(Entries taken from a collection)
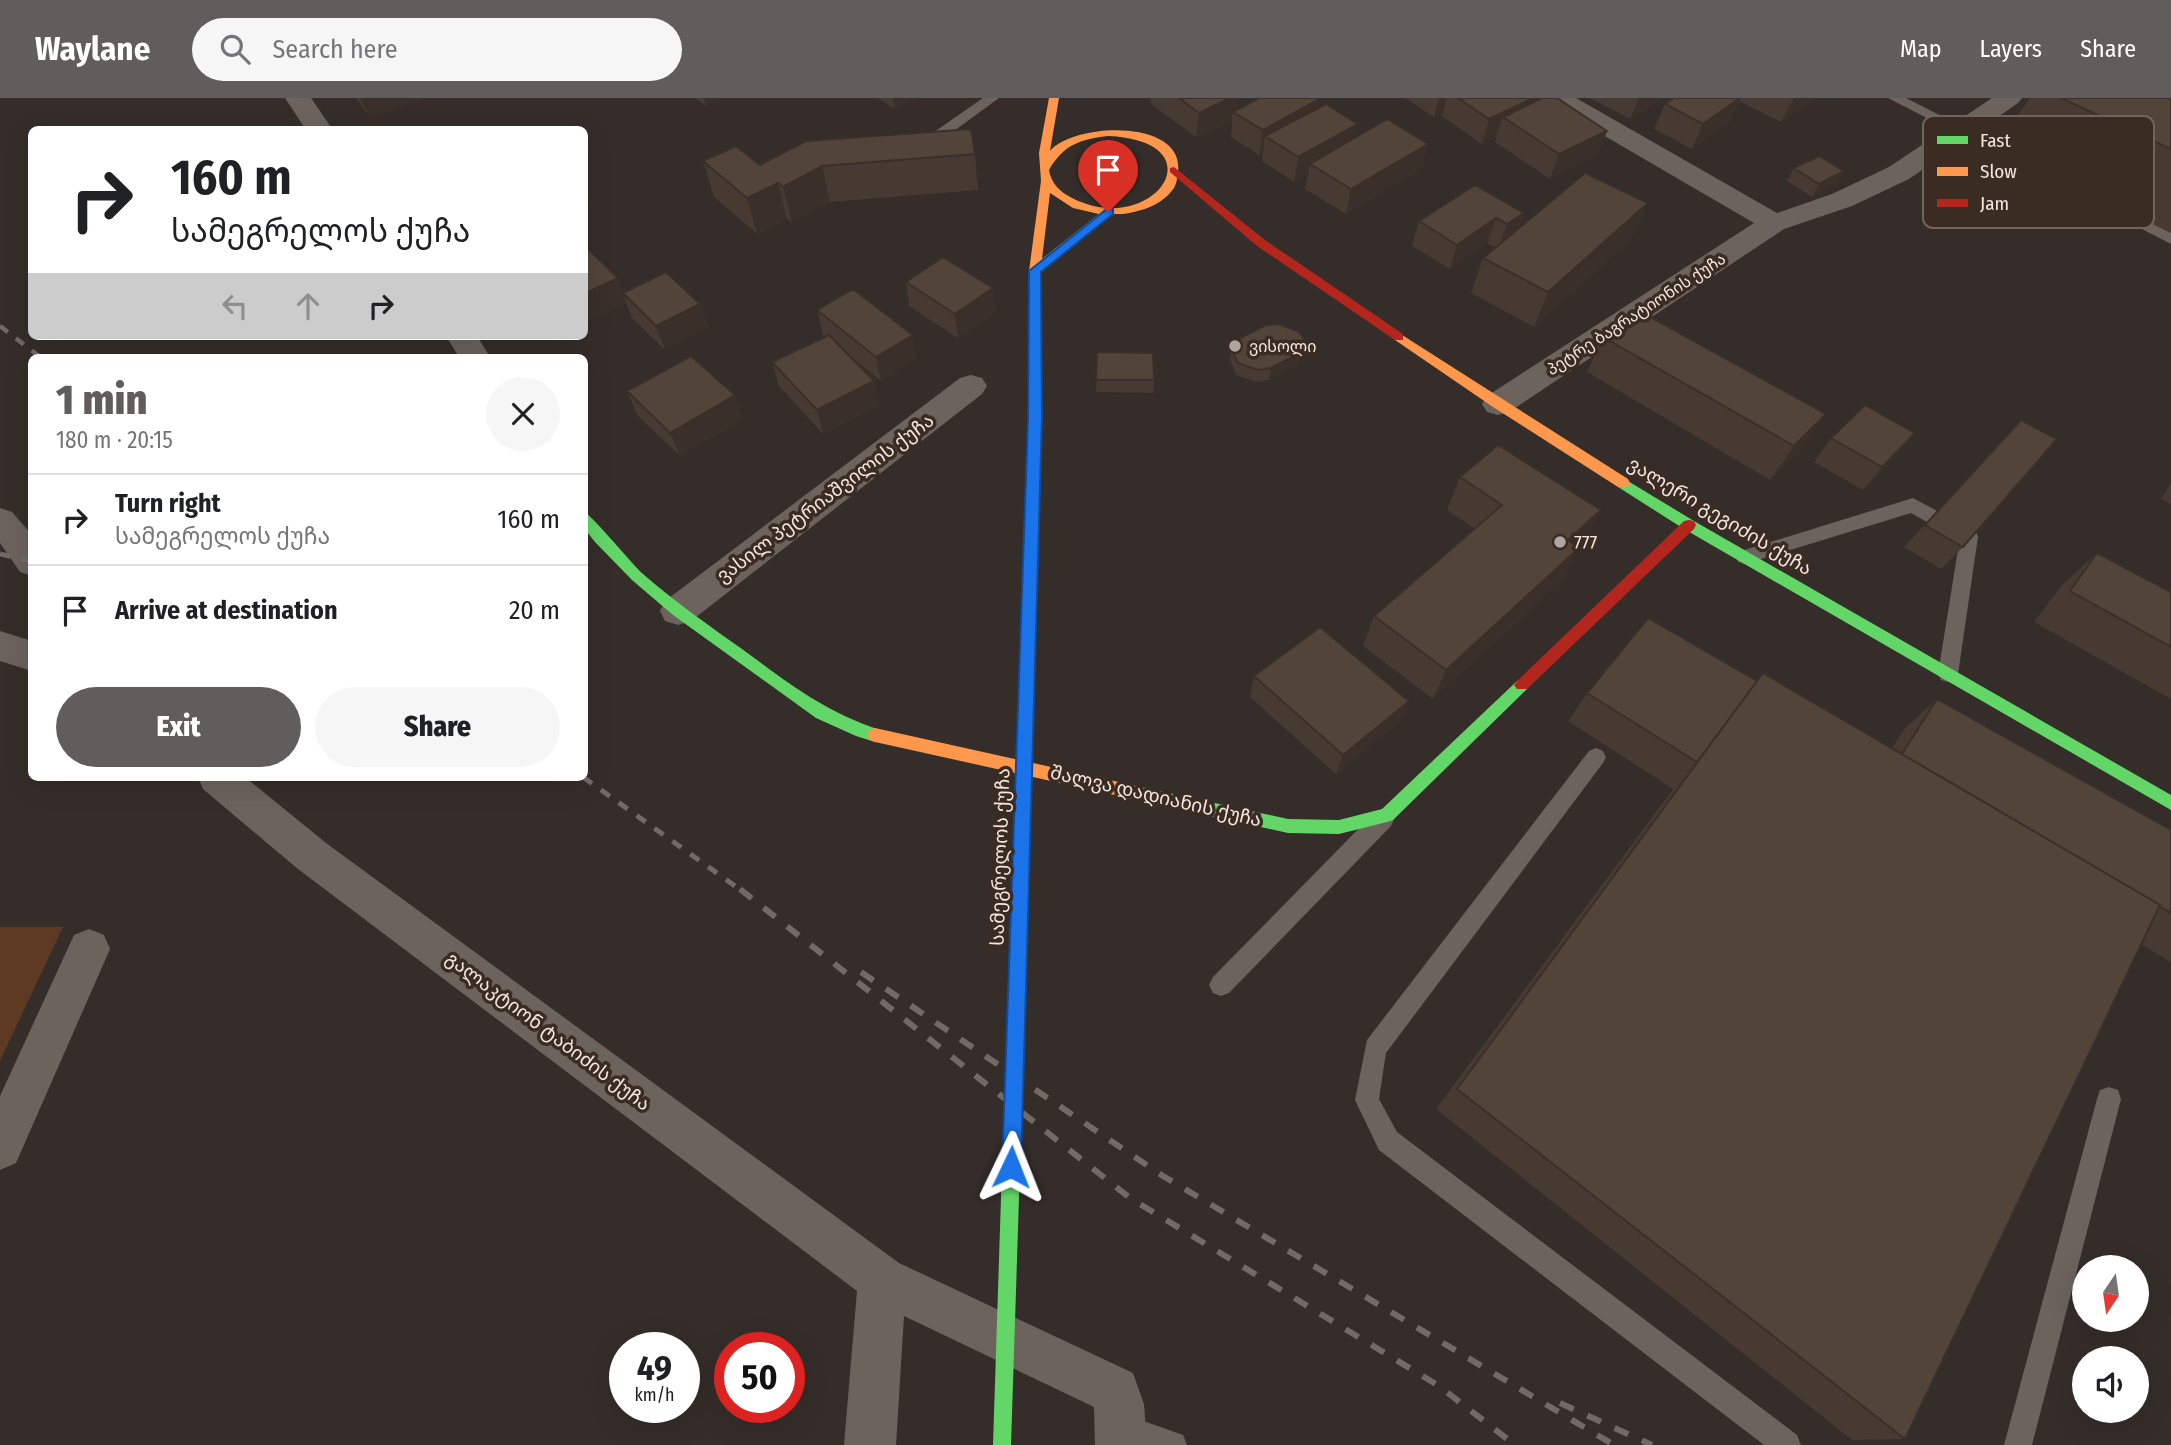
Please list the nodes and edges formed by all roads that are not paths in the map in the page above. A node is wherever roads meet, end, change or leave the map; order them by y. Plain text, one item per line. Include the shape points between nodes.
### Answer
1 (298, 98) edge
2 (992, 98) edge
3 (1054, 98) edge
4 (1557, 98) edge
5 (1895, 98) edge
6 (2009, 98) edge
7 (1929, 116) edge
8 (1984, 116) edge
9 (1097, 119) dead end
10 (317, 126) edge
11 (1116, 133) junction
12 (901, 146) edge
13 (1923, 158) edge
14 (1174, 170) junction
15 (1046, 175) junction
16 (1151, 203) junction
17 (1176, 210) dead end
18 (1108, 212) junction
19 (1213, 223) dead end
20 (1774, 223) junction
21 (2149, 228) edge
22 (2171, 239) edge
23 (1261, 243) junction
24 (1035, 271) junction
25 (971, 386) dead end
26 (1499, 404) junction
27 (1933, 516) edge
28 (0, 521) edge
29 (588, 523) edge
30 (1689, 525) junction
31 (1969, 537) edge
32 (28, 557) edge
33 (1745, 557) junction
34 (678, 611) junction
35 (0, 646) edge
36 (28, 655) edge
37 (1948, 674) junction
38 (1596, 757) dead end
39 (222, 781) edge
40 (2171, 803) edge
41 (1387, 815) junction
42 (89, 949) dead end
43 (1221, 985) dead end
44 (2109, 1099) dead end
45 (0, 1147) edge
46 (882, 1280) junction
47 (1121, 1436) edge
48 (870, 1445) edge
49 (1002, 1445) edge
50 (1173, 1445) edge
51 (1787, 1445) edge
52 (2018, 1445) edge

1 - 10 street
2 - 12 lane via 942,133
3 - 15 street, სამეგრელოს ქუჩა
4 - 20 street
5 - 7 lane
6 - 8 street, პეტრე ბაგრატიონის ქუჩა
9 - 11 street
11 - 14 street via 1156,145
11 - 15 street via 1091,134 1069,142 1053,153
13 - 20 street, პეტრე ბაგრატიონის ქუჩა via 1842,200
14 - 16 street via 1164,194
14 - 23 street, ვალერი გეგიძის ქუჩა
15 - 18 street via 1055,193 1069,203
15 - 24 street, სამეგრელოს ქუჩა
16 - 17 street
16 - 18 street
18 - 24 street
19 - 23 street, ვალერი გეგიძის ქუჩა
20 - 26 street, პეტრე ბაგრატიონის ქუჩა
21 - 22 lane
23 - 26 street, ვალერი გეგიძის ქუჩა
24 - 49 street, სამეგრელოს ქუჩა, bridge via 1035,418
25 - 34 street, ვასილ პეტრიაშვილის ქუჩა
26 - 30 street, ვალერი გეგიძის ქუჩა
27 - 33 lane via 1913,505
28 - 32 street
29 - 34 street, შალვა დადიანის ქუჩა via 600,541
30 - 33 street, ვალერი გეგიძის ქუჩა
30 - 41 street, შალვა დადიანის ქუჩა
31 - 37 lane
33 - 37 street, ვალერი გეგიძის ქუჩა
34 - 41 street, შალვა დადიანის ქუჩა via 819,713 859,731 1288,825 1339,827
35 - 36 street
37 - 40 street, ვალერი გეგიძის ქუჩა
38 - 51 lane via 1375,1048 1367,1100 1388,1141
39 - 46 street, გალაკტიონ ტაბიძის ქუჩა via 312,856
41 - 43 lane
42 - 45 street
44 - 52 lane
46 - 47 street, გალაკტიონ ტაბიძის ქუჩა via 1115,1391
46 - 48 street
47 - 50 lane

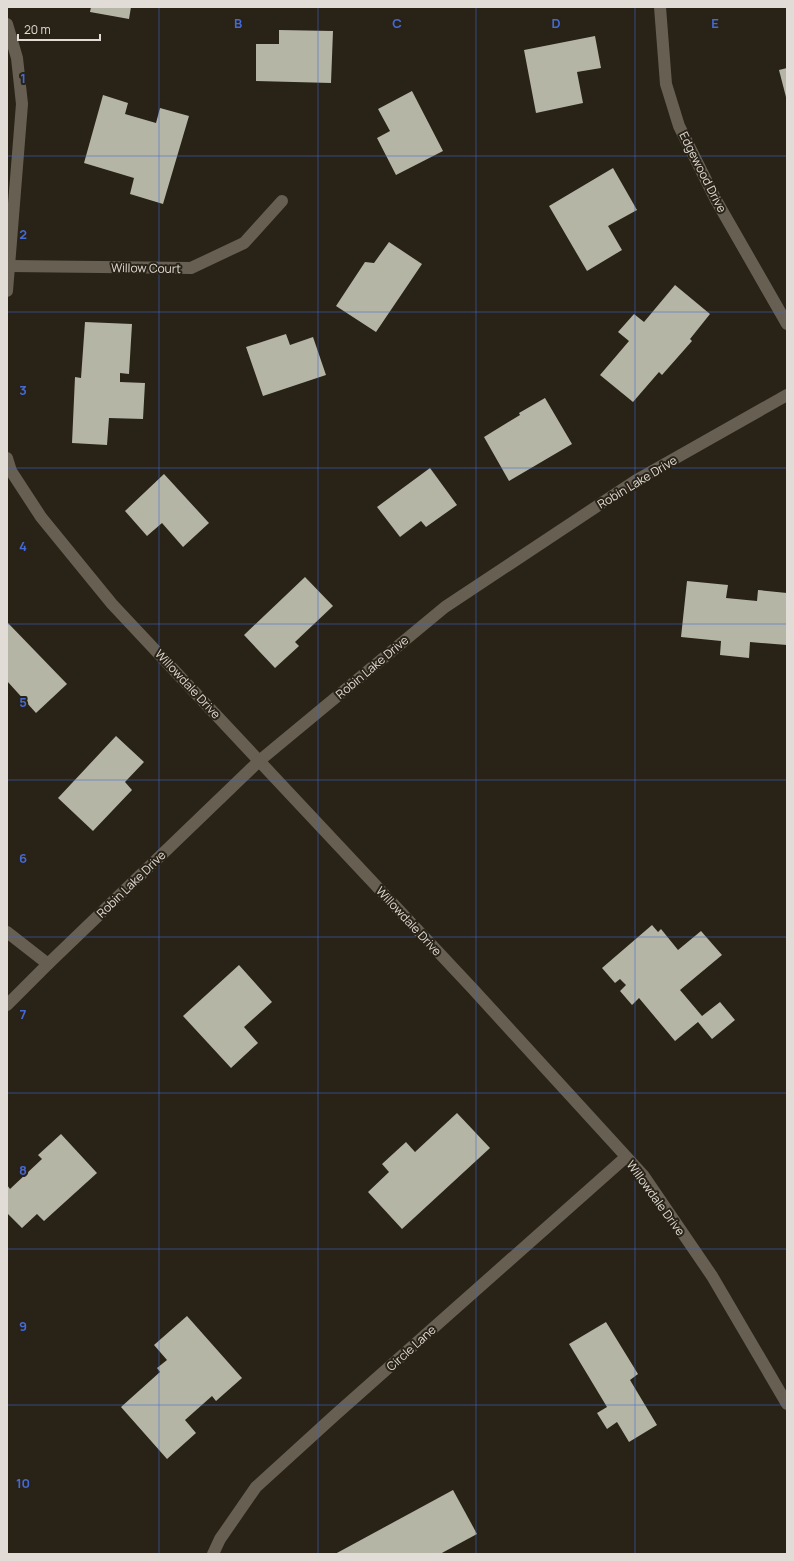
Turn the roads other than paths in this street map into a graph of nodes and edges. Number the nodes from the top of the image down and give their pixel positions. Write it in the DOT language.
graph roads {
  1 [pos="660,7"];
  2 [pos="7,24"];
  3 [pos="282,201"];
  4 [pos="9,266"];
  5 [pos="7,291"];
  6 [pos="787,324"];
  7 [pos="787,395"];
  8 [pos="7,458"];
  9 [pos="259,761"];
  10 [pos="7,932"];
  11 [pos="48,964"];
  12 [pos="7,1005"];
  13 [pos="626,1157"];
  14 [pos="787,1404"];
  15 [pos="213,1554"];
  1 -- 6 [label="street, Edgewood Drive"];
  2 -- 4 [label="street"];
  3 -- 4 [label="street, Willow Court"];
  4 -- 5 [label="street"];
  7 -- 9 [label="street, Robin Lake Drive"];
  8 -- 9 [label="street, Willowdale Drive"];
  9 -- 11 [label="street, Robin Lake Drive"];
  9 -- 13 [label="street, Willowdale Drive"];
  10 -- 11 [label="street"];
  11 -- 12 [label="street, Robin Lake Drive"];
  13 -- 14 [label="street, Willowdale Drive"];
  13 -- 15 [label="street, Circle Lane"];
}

TASK REQUIREMENTS. Output these and nothing else: the lines from the one holding "Turn the roads" through the final line of the entries above, exactly as they appear.

ANSWER BOX.
Turn the roads other than paths in this street map into a graph of nodes and edges. Number the nodes from the top of the image down and give their pixel positions. Write it in the DOT language.
graph roads {
  1 [pos="660,7"];
  2 [pos="7,24"];
  3 [pos="282,201"];
  4 [pos="9,266"];
  5 [pos="7,291"];
  6 [pos="787,324"];
  7 [pos="787,395"];
  8 [pos="7,458"];
  9 [pos="259,761"];
  10 [pos="7,932"];
  11 [pos="48,964"];
  12 [pos="7,1005"];
  13 [pos="626,1157"];
  14 [pos="787,1404"];
  15 [pos="213,1554"];
  1 -- 6 [label="street, Edgewood Drive"];
  2 -- 4 [label="street"];
  3 -- 4 [label="street, Willow Court"];
  4 -- 5 [label="street"];
  7 -- 9 [label="street, Robin Lake Drive"];
  8 -- 9 [label="street, Willowdale Drive"];
  9 -- 11 [label="street, Robin Lake Drive"];
  9 -- 13 [label="street, Willowdale Drive"];
  10 -- 11 [label="street"];
  11 -- 12 [label="street, Robin Lake Drive"];
  13 -- 14 [label="street, Willowdale Drive"];
  13 -- 15 [label="street, Circle Lane"];
}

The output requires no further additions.